Nunca le había gustado el cuento del dinosaurio de Monterroso. No le encontraba la gracia. Pero se alegró cuando despertó unos días después, y la hormiga estaba allí. Un ejemplar perdido de la manada. Una hormiga distraída, que lo llevaría al hormiguero. Pero no: también oscilaba en una monótona y cerrada caravana circular. Quizás se había perdido, pero la habían adoctrinado. Le habían lavado la cabeza. En lugar de pisarla como a una paria, la guardó en el frasquito vacío de aspirinas. Le puso un par de granos de azúcar con la ilusión de que así sobreviviera. Luego unas filigranas de pulpa de naranja.

Finalmente, un atardecer, soltó a la hormiga en el piso embaldosado de su cuarto. Esta vez el animal, ahora sí con morriña, como ET buscando casa, la emprendió más allá del marco de la puerta. Era una hormiga veloz, con un destino, como el peón a dos hileras de coronar. Como había dicho el campeón de ajedrez, con alma. Mariano la siguió como si le fuera en ello el negocio, por los pasillos despoblados del Apart.

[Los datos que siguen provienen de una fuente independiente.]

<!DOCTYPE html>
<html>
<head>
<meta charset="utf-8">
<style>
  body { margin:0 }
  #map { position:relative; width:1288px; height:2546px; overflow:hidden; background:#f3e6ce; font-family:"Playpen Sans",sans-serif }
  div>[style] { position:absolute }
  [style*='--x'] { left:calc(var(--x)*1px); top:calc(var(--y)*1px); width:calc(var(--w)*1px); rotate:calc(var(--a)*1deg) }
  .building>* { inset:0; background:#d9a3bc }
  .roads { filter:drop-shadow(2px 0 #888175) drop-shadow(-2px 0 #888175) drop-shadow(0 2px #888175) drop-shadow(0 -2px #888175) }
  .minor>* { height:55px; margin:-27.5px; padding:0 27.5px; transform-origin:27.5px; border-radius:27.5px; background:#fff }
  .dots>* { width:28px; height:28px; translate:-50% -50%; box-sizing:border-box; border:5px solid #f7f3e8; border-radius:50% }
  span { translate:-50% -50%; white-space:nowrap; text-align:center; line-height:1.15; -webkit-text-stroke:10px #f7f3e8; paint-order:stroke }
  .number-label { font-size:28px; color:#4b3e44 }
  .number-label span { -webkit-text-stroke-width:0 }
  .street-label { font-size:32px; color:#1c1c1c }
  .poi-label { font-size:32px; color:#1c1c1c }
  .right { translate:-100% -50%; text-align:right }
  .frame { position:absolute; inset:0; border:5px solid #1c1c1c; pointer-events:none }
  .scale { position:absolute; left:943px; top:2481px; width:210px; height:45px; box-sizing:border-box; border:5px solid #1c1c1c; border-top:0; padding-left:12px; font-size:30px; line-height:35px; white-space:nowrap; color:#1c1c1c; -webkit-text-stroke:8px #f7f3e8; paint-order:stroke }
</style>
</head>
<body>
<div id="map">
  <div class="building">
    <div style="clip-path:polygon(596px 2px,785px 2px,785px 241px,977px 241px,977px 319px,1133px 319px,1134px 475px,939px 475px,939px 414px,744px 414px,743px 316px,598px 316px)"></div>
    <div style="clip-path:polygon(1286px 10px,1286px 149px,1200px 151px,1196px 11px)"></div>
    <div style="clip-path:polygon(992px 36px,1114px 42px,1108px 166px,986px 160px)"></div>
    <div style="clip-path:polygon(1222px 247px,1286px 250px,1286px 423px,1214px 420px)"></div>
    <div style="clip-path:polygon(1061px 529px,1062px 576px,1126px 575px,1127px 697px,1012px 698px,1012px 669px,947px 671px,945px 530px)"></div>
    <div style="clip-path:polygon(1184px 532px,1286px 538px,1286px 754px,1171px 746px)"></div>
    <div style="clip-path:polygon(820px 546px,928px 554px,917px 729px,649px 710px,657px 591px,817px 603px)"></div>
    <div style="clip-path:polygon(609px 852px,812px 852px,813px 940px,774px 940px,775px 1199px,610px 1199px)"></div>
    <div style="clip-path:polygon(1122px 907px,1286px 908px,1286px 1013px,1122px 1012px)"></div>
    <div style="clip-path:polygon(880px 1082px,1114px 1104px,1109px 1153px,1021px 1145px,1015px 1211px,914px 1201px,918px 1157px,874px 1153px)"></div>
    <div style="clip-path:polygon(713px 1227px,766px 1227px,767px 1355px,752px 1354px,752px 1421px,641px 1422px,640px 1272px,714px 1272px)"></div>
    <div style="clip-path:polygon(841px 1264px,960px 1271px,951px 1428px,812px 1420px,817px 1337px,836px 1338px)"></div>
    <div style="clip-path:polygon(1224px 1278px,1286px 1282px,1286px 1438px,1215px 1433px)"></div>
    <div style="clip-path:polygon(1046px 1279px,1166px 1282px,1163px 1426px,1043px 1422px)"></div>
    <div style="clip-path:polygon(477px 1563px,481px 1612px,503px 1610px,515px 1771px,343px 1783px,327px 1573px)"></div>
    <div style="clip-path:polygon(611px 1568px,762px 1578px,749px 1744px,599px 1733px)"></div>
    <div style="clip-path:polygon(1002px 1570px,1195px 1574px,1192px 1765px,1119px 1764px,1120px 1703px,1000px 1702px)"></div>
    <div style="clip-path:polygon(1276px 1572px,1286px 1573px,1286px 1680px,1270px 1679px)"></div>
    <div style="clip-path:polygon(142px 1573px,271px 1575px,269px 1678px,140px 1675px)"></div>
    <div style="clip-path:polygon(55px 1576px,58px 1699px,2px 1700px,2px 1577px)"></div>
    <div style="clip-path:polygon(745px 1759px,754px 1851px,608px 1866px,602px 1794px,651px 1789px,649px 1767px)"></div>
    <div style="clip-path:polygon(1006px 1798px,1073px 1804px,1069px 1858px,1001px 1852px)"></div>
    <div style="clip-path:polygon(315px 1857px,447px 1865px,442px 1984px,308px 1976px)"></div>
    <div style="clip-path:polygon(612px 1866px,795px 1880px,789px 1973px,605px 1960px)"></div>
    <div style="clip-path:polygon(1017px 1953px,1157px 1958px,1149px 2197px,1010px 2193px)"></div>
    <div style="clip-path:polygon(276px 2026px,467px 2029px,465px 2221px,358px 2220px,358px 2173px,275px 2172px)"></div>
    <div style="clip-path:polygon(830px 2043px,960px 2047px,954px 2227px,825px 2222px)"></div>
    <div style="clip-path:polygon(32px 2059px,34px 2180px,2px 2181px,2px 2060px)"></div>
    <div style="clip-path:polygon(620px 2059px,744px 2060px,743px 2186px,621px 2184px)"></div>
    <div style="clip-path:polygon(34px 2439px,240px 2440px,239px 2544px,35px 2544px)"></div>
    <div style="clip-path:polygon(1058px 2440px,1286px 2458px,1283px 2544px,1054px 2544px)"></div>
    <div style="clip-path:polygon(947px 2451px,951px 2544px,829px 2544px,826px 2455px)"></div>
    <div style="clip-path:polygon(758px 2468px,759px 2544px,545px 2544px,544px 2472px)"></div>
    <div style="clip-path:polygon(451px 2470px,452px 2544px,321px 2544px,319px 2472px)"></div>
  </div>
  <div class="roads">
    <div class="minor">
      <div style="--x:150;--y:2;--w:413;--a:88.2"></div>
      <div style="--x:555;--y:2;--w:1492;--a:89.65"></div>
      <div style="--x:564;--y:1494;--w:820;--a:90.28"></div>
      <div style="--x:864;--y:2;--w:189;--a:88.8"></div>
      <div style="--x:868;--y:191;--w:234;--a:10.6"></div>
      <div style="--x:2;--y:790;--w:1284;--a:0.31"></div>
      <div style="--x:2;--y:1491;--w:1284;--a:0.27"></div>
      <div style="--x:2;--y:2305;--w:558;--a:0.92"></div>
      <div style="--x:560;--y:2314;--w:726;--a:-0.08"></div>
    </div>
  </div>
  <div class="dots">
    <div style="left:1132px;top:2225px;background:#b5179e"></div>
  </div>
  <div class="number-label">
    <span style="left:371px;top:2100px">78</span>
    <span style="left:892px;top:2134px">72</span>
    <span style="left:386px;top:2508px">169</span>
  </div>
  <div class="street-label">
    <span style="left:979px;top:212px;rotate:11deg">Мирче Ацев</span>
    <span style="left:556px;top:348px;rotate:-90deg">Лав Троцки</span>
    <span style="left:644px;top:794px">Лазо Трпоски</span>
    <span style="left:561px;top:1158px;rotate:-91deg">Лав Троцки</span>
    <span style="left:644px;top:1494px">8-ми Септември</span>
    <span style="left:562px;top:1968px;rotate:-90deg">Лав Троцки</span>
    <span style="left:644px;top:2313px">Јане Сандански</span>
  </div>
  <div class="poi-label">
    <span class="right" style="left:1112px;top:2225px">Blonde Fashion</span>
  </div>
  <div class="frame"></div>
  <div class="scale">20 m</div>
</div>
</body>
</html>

La hormiga se lanzó por debajo de la ranura de la habitación 42. Era la cantidad de años transcurridos desde que había visto navegar en el Reconquista aquel kayak con los canastos de mimbre. Golpeó expectante.

Le abrió La Flavia. Con una elegancia supina, le preguntó en qué podía ayudarlo.

-La hormiga -dijo Mariano-. La seguí. Se metió debajo de su puerta.

La mujer lo hizo pasar. Fue el comienzo de un romance que agitó en ambos un fuego que nunca hubieran creído.